Luckson Hove By Virginia E. Carter

Good fortune came to Luckson Hove this spring when he was named the winner of a Jack Kent Cooke Foundation scholarship.

Hove, who entered U.Va.’s McIntire School of Commerce this month as a transfer student from Piedmont Virginia Community College, was one of only 15 transfer students nationwide to receive the prestigious scholarship, which funds tuition, room and board, fees and books.

A native of Zimbabwe, Hove grew up knowing more bad fortune than good. Abandoned by his divorced parents and turned out on the streets by the family with whom he lived until age 5, he was homeless for most of his youth. Despite the poverty and prevalence of abuse, drugs and crime on the streets, Hove managed to survive and to stay in school with virtually no help from others.
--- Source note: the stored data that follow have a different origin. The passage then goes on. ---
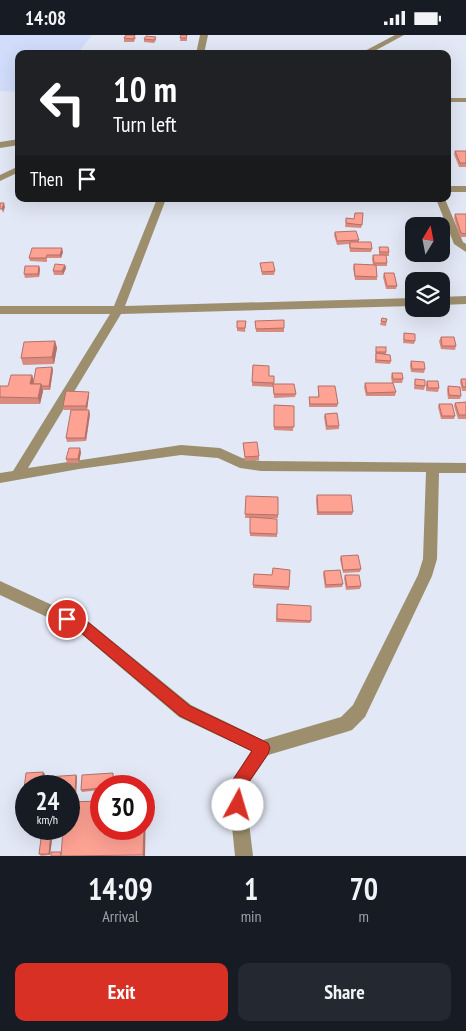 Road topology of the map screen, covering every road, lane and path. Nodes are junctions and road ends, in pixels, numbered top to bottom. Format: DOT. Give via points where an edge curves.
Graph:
graph roads {
  1 [pos="204,35"];
  2 [pos="400,35"];
  3 [pos="201,50"];
  4 [pos="371,50"];
  5 [pos="451,100"];
  6 [pos="466,100"];
  7 [pos="15,143"];
  8 [pos="0,145"];
  9 [pos="15,171"];
  10 [pos="0,179"];
  11 [pos="451,189"];
  12 [pos="466,189"];
  13 [pos="160,202"];
  14 [pos="441,202"];
  15 [pos="466,249"];
  16 [pos="466,300"];
  17 [pos="450,301"];
  18 [pos="405,302"];
  19 [pos="0,310"];
  20 [pos="118,310"];
  21 [pos="434,467"];
  22 [pos="466,468"];
  23 [pos="16,476"];
  24 [pos="0,479"];
  25 [pos="0,588"];
  26 [pos="263,748"];
  27 [pos="244,856"];
  1 -- 3 [label="street"];
  2 -- 4 [label="street"];
  5 -- 6 [label="street"];
  7 -- 8 [label="street"];
  9 -- 10 [label="street"];
  11 -- 12 [label="street"];
  13 -- 20 [label="street"];
  14 -- 15 [label="street" via="459,245"];
  16 -- 17 [label="street"];
  18 -- 20 [label="street"];
  19 -- 20 [label="street"];
  20 -- 23 [label="street"];
  21 -- 22 [label="street"];
  21 -- 23 [label="street" via="261,466 240,463 220,453 181,450"];
  21 -- 26 [label="street" via="430,559 425,576 359,711 346,724"];
  23 -- 24 [label="street"];
  25 -- 26 [label="street" via="84,627 185,711"];
  26 -- 27 [label="street" via="236,787"];
} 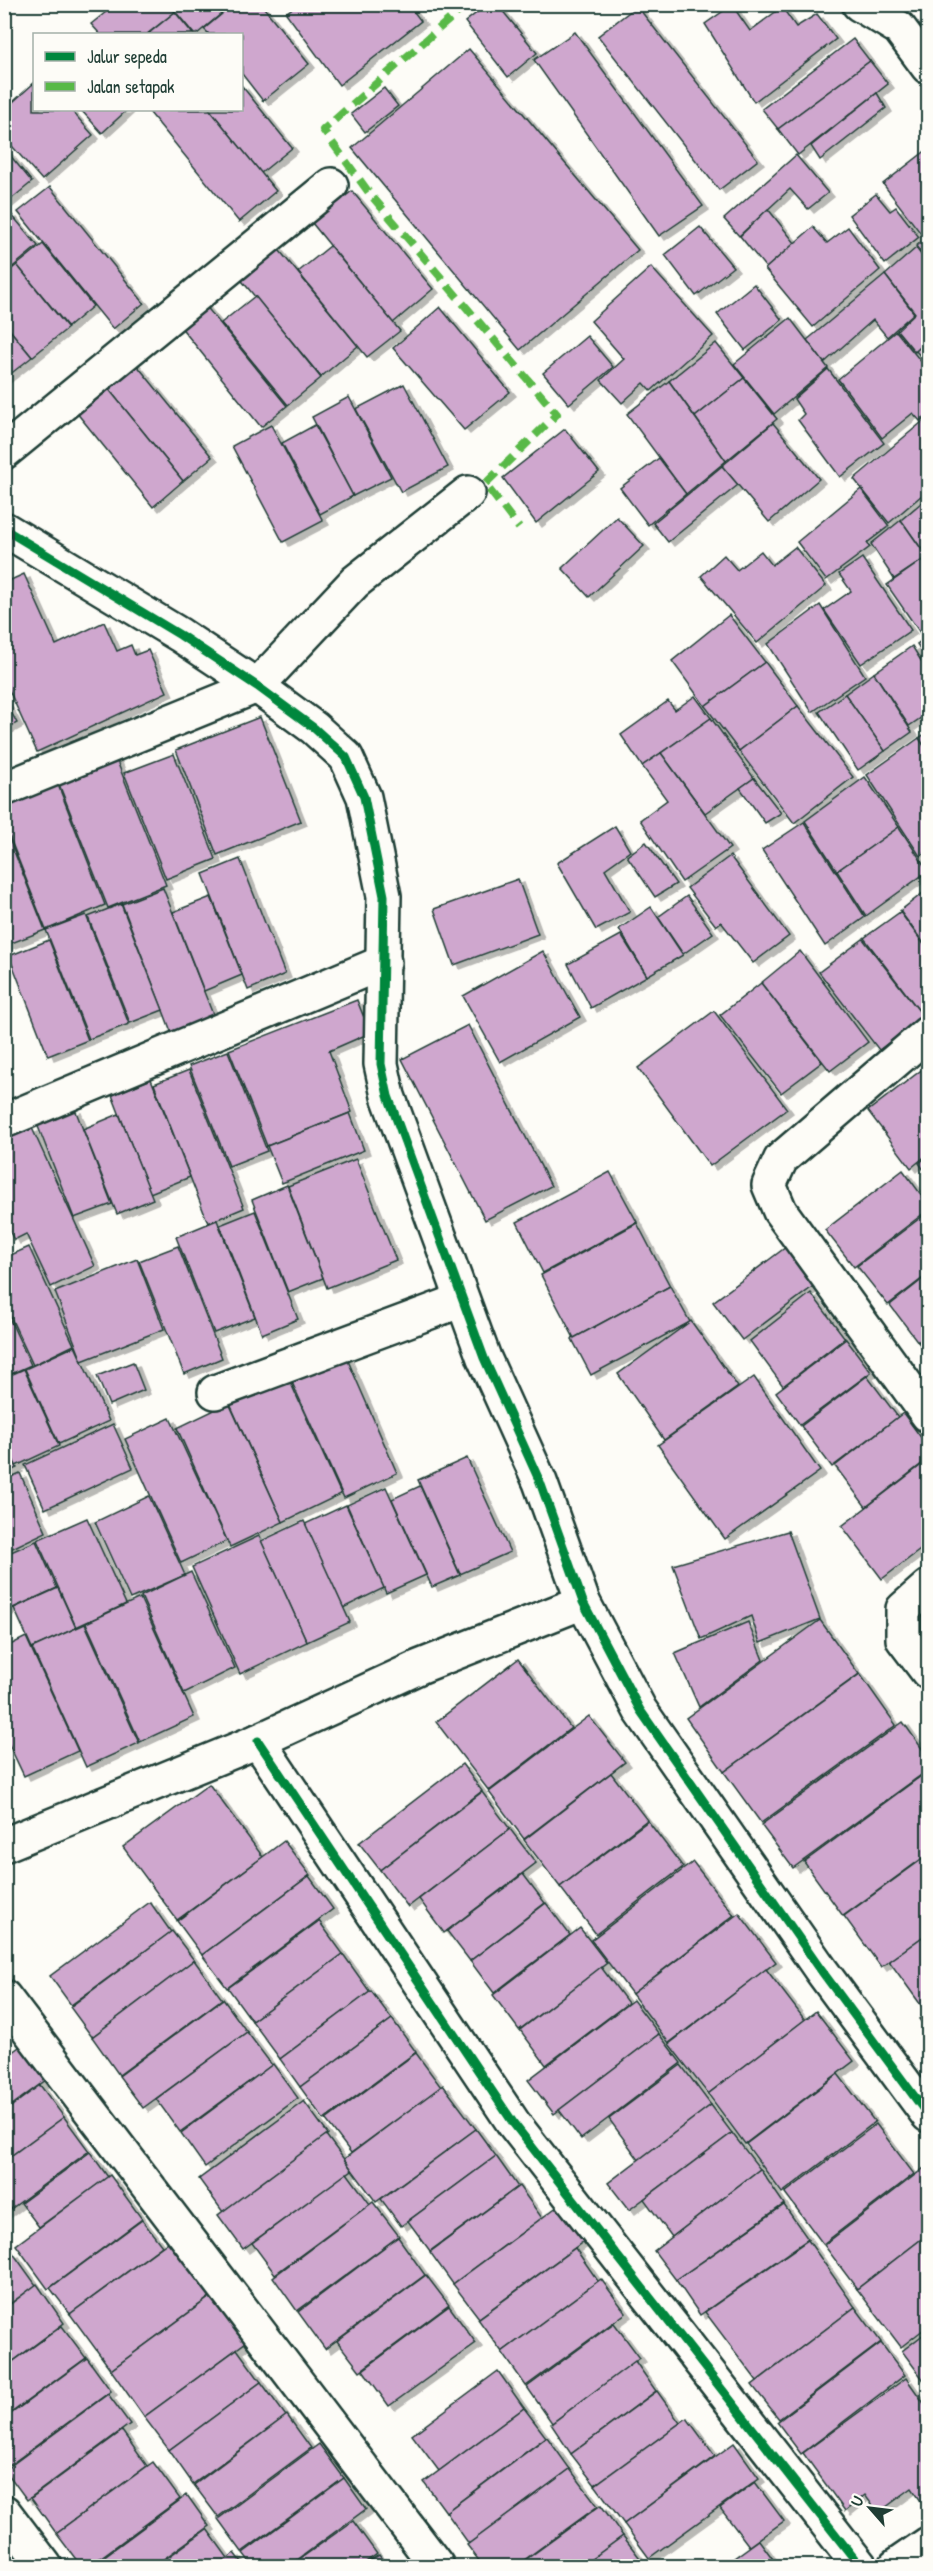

“I went to school more for the interaction with others — to be around people who lived normal lives,” said Hove. “Education was really a by-product.”

Hove and his wife, Mary Makumba-Hove, came to the United States from Zimbabwe in the fall of 2000. They knew no one except the staff at the Charlottesville Omni, where Mary had been offered an internship in hotel management.

Now 29, Hove has come to embrace education as a central value in his life. He majored in business administration at PVCC, where he earned a near-perfect grade-point-average and worked as a teaching assistant in the accounting lab. He plans to concentrate in accounting at the McIntire School and eventually hopes to earn a graduate degree.

Hove and his wife share one ultimate goal: to help others, not only in their native country, but also throughout the world. They plan to start their own nonprofit organization, possibly headquartered in the United States, to help children, especially those who have been orphaned as a result of losing both parents to AIDS.

Despite his interest in accounting, Hove says he won’t really be focused on numbers in running the nonprofit.

“To invest in the future of troubled children, there’s no better dividend to be paid. If we can make just one life just a little better, it will be worthwhile.”